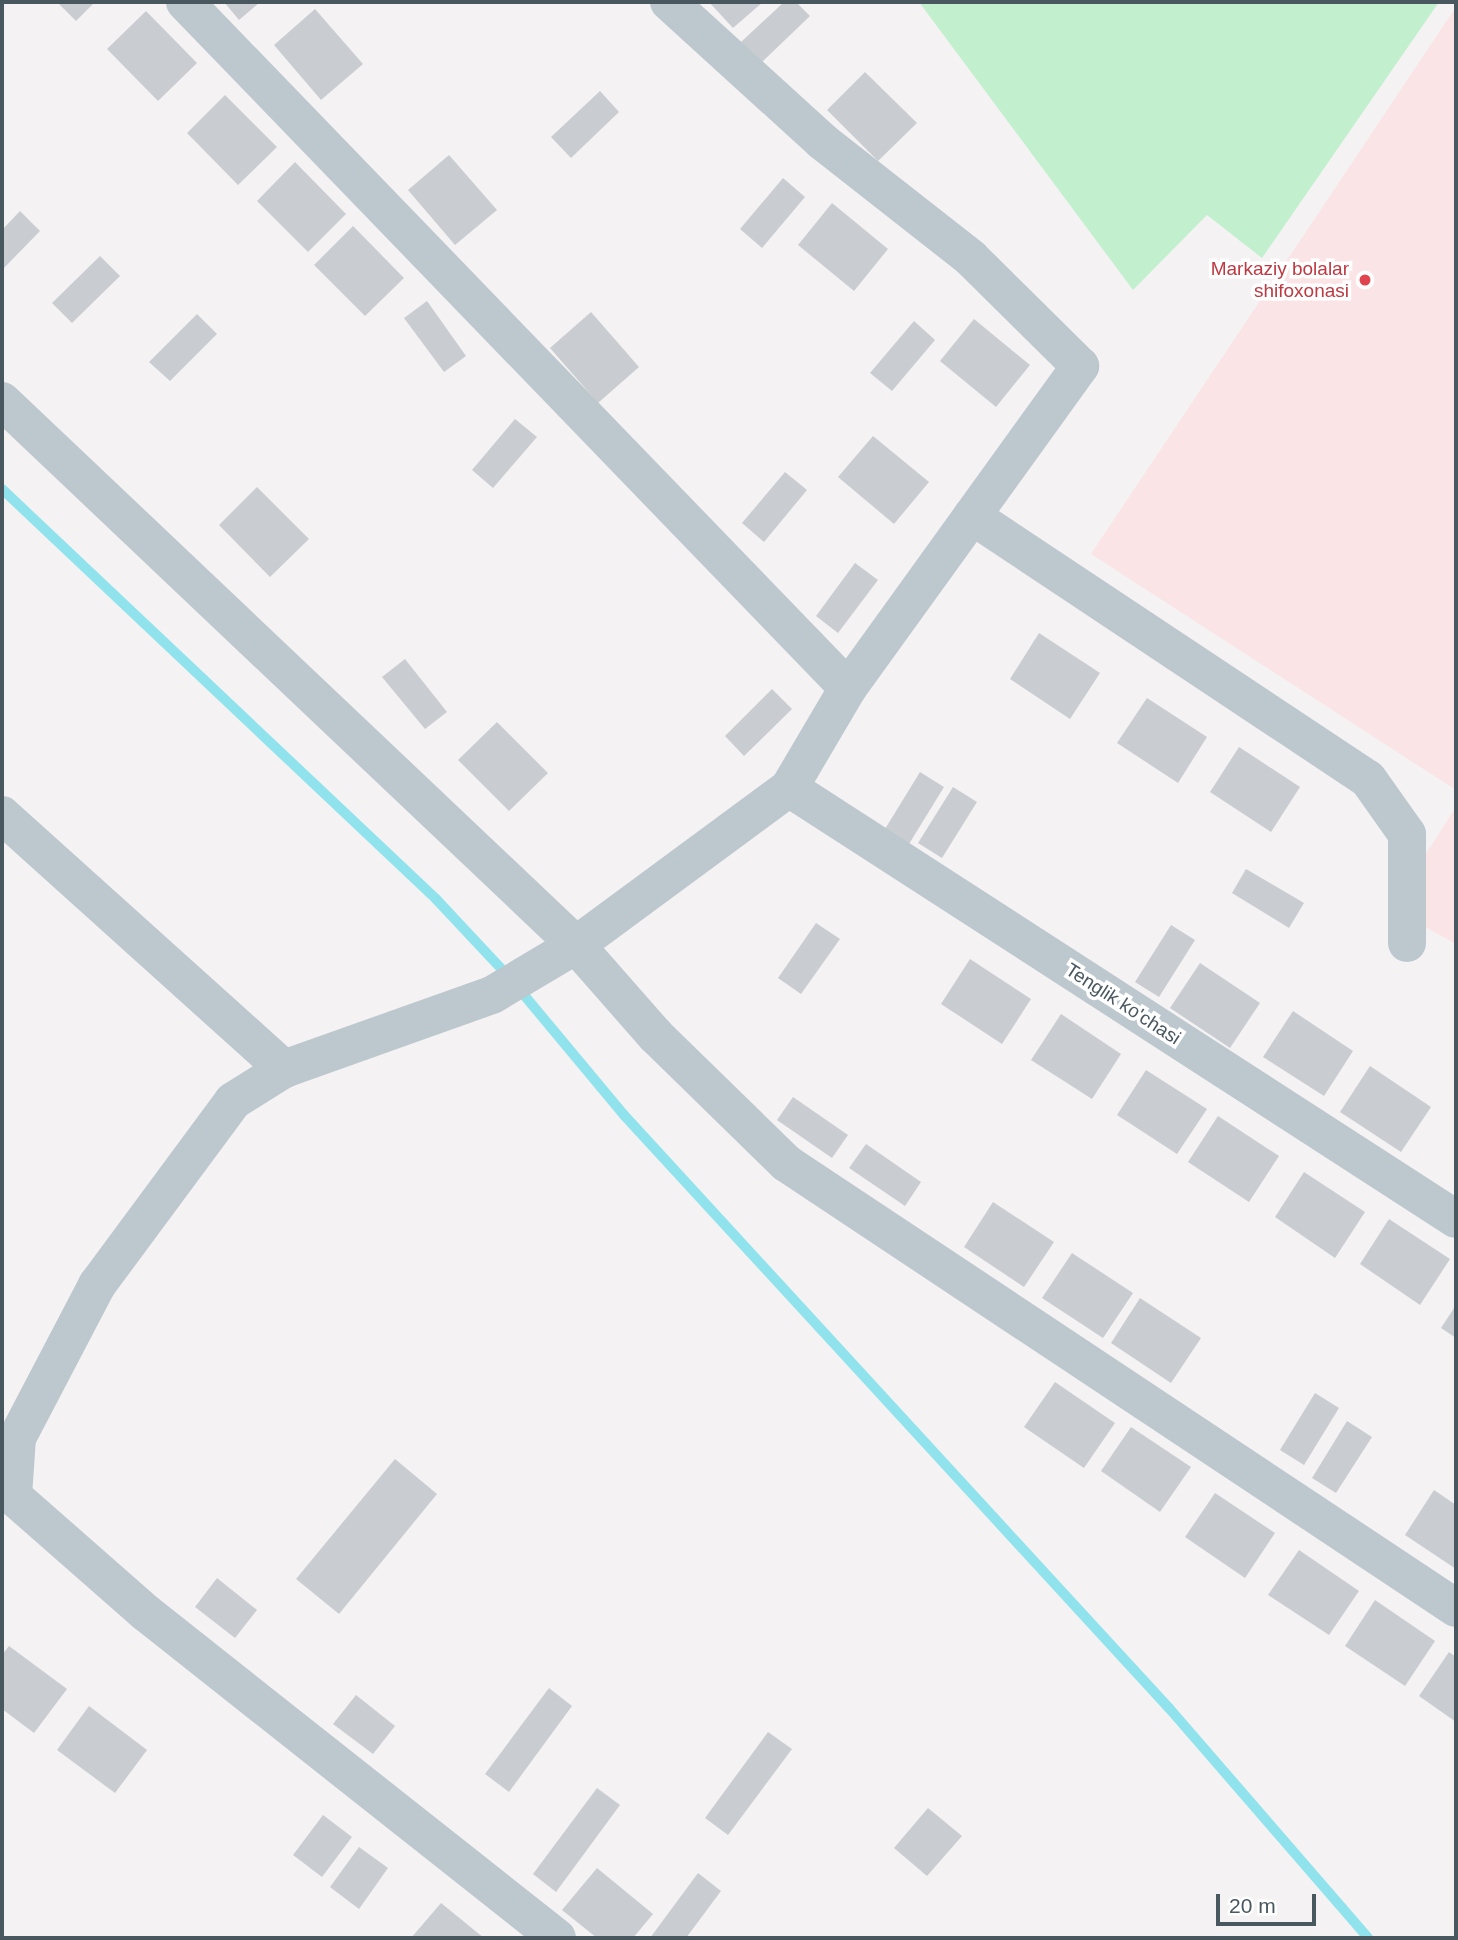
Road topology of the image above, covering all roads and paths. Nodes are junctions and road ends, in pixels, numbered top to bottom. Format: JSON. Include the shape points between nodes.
{"nodes":[{"id":1,"x":185,"y":2,"type":"edge"},
{"id":2,"x":668,"y":2,"type":"edge"},
{"id":3,"x":2,"y":401,"type":"edge"},
{"id":4,"x":972,"y":516,"type":"junction"},
{"id":5,"x":848,"y":688,"type":"junction"},
{"id":6,"x":789,"y":789,"type":"junction"},
{"id":7,"x":2,"y":815,"type":"edge"},
{"id":8,"x":1406,"y":943,"type":"dead end"},
{"id":9,"x":562,"y":954,"type":"junction"},
{"id":10,"x":284,"y":1069,"type":"junction"},
{"id":11,"x":1456,"y":1219,"type":"edge"},
{"id":12,"x":1456,"y":1608,"type":"edge"},
{"id":13,"x":557,"y":1938,"type":"edge"}],
"edges":[{"from":1,"to":5,"type":"street"},
{"from":2,"to":4,"type":"street","via":[[822,141],[971,258],[1080,366]]},
{"from":3,"to":9,"type":"street"},
{"from":4,"to":5,"type":"street"},
{"from":4,"to":8,"type":"street","via":[[1368,779],[1407,834]]},
{"from":5,"to":6,"type":"street"},
{"from":6,"to":9,"type":"street"},
{"from":6,"to":11,"type":"street","name":"Tenglik ko'chasi"},
{"from":7,"to":10,"type":"street"},
{"from":9,"to":10,"type":"street","via":[[492,995]]},
{"from":9,"to":12,"type":"street","via":[[656,1036],[786,1163]]},
{"from":10,"to":13,"type":"street","via":[[233,1101],[97,1285],[17,1438],[13,1496],[146,1613]]}]}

+ + +

### Activity
Pictures aside, print every line of the material exactly.

### Written answer
Road topology of the image above, covering all roads and paths. Nodes are junctions and road ends, in pixels, numbered top to bottom. Format: JSON. Include the shape points between nodes.
{"nodes":[{"id":1,"x":185,"y":2,"type":"edge"},
{"id":2,"x":668,"y":2,"type":"edge"},
{"id":3,"x":2,"y":401,"type":"edge"},
{"id":4,"x":972,"y":516,"type":"junction"},
{"id":5,"x":848,"y":688,"type":"junction"},
{"id":6,"x":789,"y":789,"type":"junction"},
{"id":7,"x":2,"y":815,"type":"edge"},
{"id":8,"x":1406,"y":943,"type":"dead end"},
{"id":9,"x":562,"y":954,"type":"junction"},
{"id":10,"x":284,"y":1069,"type":"junction"},
{"id":11,"x":1456,"y":1219,"type":"edge"},
{"id":12,"x":1456,"y":1608,"type":"edge"},
{"id":13,"x":557,"y":1938,"type":"edge"}],
"edges":[{"from":1,"to":5,"type":"street"},
{"from":2,"to":4,"type":"street","via":[[822,141],[971,258],[1080,366]]},
{"from":3,"to":9,"type":"street"},
{"from":4,"to":5,"type":"street"},
{"from":4,"to":8,"type":"street","via":[[1368,779],[1407,834]]},
{"from":5,"to":6,"type":"street"},
{"from":6,"to":9,"type":"street"},
{"from":6,"to":11,"type":"street","name":"Tenglik ko'chasi"},
{"from":7,"to":10,"type":"street"},
{"from":9,"to":10,"type":"street","via":[[492,995]]},
{"from":9,"to":12,"type":"street","via":[[656,1036],[786,1163]]},
{"from":10,"to":13,"type":"street","via":[[233,1101],[97,1285],[17,1438],[13,1496],[146,1613]]}]}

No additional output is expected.